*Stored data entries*
---+---

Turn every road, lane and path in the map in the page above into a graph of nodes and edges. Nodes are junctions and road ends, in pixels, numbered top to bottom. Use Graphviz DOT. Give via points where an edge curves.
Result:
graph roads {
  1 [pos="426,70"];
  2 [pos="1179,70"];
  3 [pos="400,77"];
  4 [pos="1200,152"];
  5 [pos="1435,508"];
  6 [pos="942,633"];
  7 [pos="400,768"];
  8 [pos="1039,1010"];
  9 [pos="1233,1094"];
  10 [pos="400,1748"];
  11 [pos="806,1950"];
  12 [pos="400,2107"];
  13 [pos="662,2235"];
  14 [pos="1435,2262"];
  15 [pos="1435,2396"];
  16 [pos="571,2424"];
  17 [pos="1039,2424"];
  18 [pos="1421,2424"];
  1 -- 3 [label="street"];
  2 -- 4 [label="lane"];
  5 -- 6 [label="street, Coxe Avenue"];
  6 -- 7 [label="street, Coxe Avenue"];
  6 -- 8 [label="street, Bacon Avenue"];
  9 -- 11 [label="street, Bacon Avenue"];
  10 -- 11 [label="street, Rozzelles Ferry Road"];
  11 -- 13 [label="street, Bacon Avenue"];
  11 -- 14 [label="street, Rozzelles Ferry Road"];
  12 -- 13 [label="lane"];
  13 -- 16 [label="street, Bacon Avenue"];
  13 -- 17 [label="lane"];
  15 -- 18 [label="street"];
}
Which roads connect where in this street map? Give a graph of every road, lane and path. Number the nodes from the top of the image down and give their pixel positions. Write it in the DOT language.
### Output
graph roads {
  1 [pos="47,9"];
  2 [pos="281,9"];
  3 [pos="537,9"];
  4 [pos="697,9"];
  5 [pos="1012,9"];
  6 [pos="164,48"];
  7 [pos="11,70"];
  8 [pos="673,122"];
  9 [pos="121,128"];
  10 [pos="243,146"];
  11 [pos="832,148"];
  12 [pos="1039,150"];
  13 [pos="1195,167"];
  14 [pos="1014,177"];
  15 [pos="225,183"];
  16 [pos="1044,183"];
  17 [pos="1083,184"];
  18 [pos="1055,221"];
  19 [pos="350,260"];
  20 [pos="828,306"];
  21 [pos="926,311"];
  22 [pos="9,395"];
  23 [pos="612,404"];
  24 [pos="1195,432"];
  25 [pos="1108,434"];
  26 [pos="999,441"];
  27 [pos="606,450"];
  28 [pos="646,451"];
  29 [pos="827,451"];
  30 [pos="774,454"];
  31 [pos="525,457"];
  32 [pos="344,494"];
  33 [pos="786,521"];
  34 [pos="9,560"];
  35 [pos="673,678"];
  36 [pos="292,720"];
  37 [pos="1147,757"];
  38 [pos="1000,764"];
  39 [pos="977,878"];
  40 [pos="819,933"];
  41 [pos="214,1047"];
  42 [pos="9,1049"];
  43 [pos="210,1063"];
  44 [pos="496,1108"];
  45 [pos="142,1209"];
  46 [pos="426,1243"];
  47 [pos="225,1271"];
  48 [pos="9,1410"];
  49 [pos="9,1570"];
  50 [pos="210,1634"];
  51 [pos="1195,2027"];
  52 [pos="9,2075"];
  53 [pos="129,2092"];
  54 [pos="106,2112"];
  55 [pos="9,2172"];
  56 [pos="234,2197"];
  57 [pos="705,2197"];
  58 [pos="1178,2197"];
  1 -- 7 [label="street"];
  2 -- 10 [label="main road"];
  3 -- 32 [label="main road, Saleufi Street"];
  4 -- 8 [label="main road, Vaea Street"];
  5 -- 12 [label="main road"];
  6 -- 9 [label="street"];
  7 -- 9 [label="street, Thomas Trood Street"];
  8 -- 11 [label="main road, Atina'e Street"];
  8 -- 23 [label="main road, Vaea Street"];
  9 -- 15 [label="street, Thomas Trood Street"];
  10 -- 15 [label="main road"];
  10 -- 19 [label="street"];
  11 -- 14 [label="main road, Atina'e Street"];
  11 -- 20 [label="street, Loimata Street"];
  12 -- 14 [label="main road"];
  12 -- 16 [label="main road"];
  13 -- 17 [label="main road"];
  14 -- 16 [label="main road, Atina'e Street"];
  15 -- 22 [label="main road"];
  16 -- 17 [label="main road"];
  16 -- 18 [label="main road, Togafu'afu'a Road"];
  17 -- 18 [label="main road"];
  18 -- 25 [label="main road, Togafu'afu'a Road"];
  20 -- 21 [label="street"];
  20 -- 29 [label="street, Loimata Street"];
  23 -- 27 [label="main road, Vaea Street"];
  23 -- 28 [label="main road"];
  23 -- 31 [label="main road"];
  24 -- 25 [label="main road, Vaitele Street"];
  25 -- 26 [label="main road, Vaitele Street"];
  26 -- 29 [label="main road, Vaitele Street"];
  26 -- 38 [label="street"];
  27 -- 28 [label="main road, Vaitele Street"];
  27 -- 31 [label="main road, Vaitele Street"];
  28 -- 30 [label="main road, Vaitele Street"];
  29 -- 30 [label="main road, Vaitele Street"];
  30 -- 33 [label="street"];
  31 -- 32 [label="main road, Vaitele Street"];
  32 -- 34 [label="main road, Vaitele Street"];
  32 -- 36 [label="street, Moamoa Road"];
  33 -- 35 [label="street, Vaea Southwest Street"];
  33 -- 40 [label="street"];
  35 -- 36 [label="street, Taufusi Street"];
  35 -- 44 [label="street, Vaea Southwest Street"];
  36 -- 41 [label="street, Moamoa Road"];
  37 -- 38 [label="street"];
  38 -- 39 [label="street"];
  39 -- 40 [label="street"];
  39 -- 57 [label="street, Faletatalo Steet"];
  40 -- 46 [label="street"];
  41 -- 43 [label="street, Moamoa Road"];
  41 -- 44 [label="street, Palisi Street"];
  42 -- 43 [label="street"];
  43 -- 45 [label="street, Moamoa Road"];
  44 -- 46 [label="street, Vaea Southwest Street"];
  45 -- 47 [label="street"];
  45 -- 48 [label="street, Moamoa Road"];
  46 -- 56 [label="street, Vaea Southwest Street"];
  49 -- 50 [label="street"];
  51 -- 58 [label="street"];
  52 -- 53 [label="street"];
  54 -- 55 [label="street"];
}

---+---

*Try it*
Every single line in the records above must be written out exactly.

*Solution below*
Turn every road, lane and path in the map in the page above into a graph of nodes and edges. Nodes are junctions and road ends, in pixels, numbered top to bottom. Use Graphviz DOT. Give via points where an edge curves.
Result:
graph roads {
  1 [pos="426,70"];
  2 [pos="1179,70"];
  3 [pos="400,77"];
  4 [pos="1200,152"];
  5 [pos="1435,508"];
  6 [pos="942,633"];
  7 [pos="400,768"];
  8 [pos="1039,1010"];
  9 [pos="1233,1094"];
  10 [pos="400,1748"];
  11 [pos="806,1950"];
  12 [pos="400,2107"];
  13 [pos="662,2235"];
  14 [pos="1435,2262"];
  15 [pos="1435,2396"];
  16 [pos="571,2424"];
  17 [pos="1039,2424"];
  18 [pos="1421,2424"];
  1 -- 3 [label="street"];
  2 -- 4 [label="lane"];
  5 -- 6 [label="street, Coxe Avenue"];
  6 -- 7 [label="street, Coxe Avenue"];
  6 -- 8 [label="street, Bacon Avenue"];
  9 -- 11 [label="street, Bacon Avenue"];
  10 -- 11 [label="street, Rozzelles Ferry Road"];
  11 -- 13 [label="street, Bacon Avenue"];
  11 -- 14 [label="street, Rozzelles Ferry Road"];
  12 -- 13 [label="lane"];
  13 -- 16 [label="street, Bacon Avenue"];
  13 -- 17 [label="lane"];
  15 -- 18 [label="street"];
}
Which roads connect where in this street map? Give a graph of every road, lane and path. Number the nodes from the top of the image down and give their pixel positions. Write it in the DOT language.
### Output
graph roads {
  1 [pos="47,9"];
  2 [pos="281,9"];
  3 [pos="537,9"];
  4 [pos="697,9"];
  5 [pos="1012,9"];
  6 [pos="164,48"];
  7 [pos="11,70"];
  8 [pos="673,122"];
  9 [pos="121,128"];
  10 [pos="243,146"];
  11 [pos="832,148"];
  12 [pos="1039,150"];
  13 [pos="1195,167"];
  14 [pos="1014,177"];
  15 [pos="225,183"];
  16 [pos="1044,183"];
  17 [pos="1083,184"];
  18 [pos="1055,221"];
  19 [pos="350,260"];
  20 [pos="828,306"];
  21 [pos="926,311"];
  22 [pos="9,395"];
  23 [pos="612,404"];
  24 [pos="1195,432"];
  25 [pos="1108,434"];
  26 [pos="999,441"];
  27 [pos="606,450"];
  28 [pos="646,451"];
  29 [pos="827,451"];
  30 [pos="774,454"];
  31 [pos="525,457"];
  32 [pos="344,494"];
  33 [pos="786,521"];
  34 [pos="9,560"];
  35 [pos="673,678"];
  36 [pos="292,720"];
  37 [pos="1147,757"];
  38 [pos="1000,764"];
  39 [pos="977,878"];
  40 [pos="819,933"];
  41 [pos="214,1047"];
  42 [pos="9,1049"];
  43 [pos="210,1063"];
  44 [pos="496,1108"];
  45 [pos="142,1209"];
  46 [pos="426,1243"];
  47 [pos="225,1271"];
  48 [pos="9,1410"];
  49 [pos="9,1570"];
  50 [pos="210,1634"];
  51 [pos="1195,2027"];
  52 [pos="9,2075"];
  53 [pos="129,2092"];
  54 [pos="106,2112"];
  55 [pos="9,2172"];
  56 [pos="234,2197"];
  57 [pos="705,2197"];
  58 [pos="1178,2197"];
  1 -- 7 [label="street"];
  2 -- 10 [label="main road"];
  3 -- 32 [label="main road, Saleufi Street"];
  4 -- 8 [label="main road, Vaea Street"];
  5 -- 12 [label="main road"];
  6 -- 9 [label="street"];
  7 -- 9 [label="street, Thomas Trood Street"];
  8 -- 11 [label="main road, Atina'e Street"];
  8 -- 23 [label="main road, Vaea Street"];
  9 -- 15 [label="street, Thomas Trood Street"];
  10 -- 15 [label="main road"];
  10 -- 19 [label="street"];
  11 -- 14 [label="main road, Atina'e Street"];
  11 -- 20 [label="street, Loimata Street"];
  12 -- 14 [label="main road"];
  12 -- 16 [label="main road"];
  13 -- 17 [label="main road"];
  14 -- 16 [label="main road, Atina'e Street"];
  15 -- 22 [label="main road"];
  16 -- 17 [label="main road"];
  16 -- 18 [label="main road, Togafu'afu'a Road"];
  17 -- 18 [label="main road"];
  18 -- 25 [label="main road, Togafu'afu'a Road"];
  20 -- 21 [label="street"];
  20 -- 29 [label="street, Loimata Street"];
  23 -- 27 [label="main road, Vaea Street"];
  23 -- 28 [label="main road"];
  23 -- 31 [label="main road"];
  24 -- 25 [label="main road, Vaitele Street"];
  25 -- 26 [label="main road, Vaitele Street"];
  26 -- 29 [label="main road, Vaitele Street"];
  26 -- 38 [label="street"];
  27 -- 28 [label="main road, Vaitele Street"];
  27 -- 31 [label="main road, Vaitele Street"];
  28 -- 30 [label="main road, Vaitele Street"];
  29 -- 30 [label="main road, Vaitele Street"];
  30 -- 33 [label="street"];
  31 -- 32 [label="main road, Vaitele Street"];
  32 -- 34 [label="main road, Vaitele Street"];
  32 -- 36 [label="street, Moamoa Road"];
  33 -- 35 [label="street, Vaea Southwest Street"];
  33 -- 40 [label="street"];
  35 -- 36 [label="street, Taufusi Street"];
  35 -- 44 [label="street, Vaea Southwest Street"];
  36 -- 41 [label="street, Moamoa Road"];
  37 -- 38 [label="street"];
  38 -- 39 [label="street"];
  39 -- 40 [label="street"];
  39 -- 57 [label="street, Faletatalo Steet"];
  40 -- 46 [label="street"];
  41 -- 43 [label="street, Moamoa Road"];
  41 -- 44 [label="street, Palisi Street"];
  42 -- 43 [label="street"];
  43 -- 45 [label="street, Moamoa Road"];
  44 -- 46 [label="street, Vaea Southwest Street"];
  45 -- 47 [label="street"];
  45 -- 48 [label="street, Moamoa Road"];
  46 -- 56 [label="street, Vaea Southwest Street"];
  49 -- 50 [label="street"];
  51 -- 58 [label="street"];
  52 -- 53 [label="street"];
  54 -- 55 [label="street"];
}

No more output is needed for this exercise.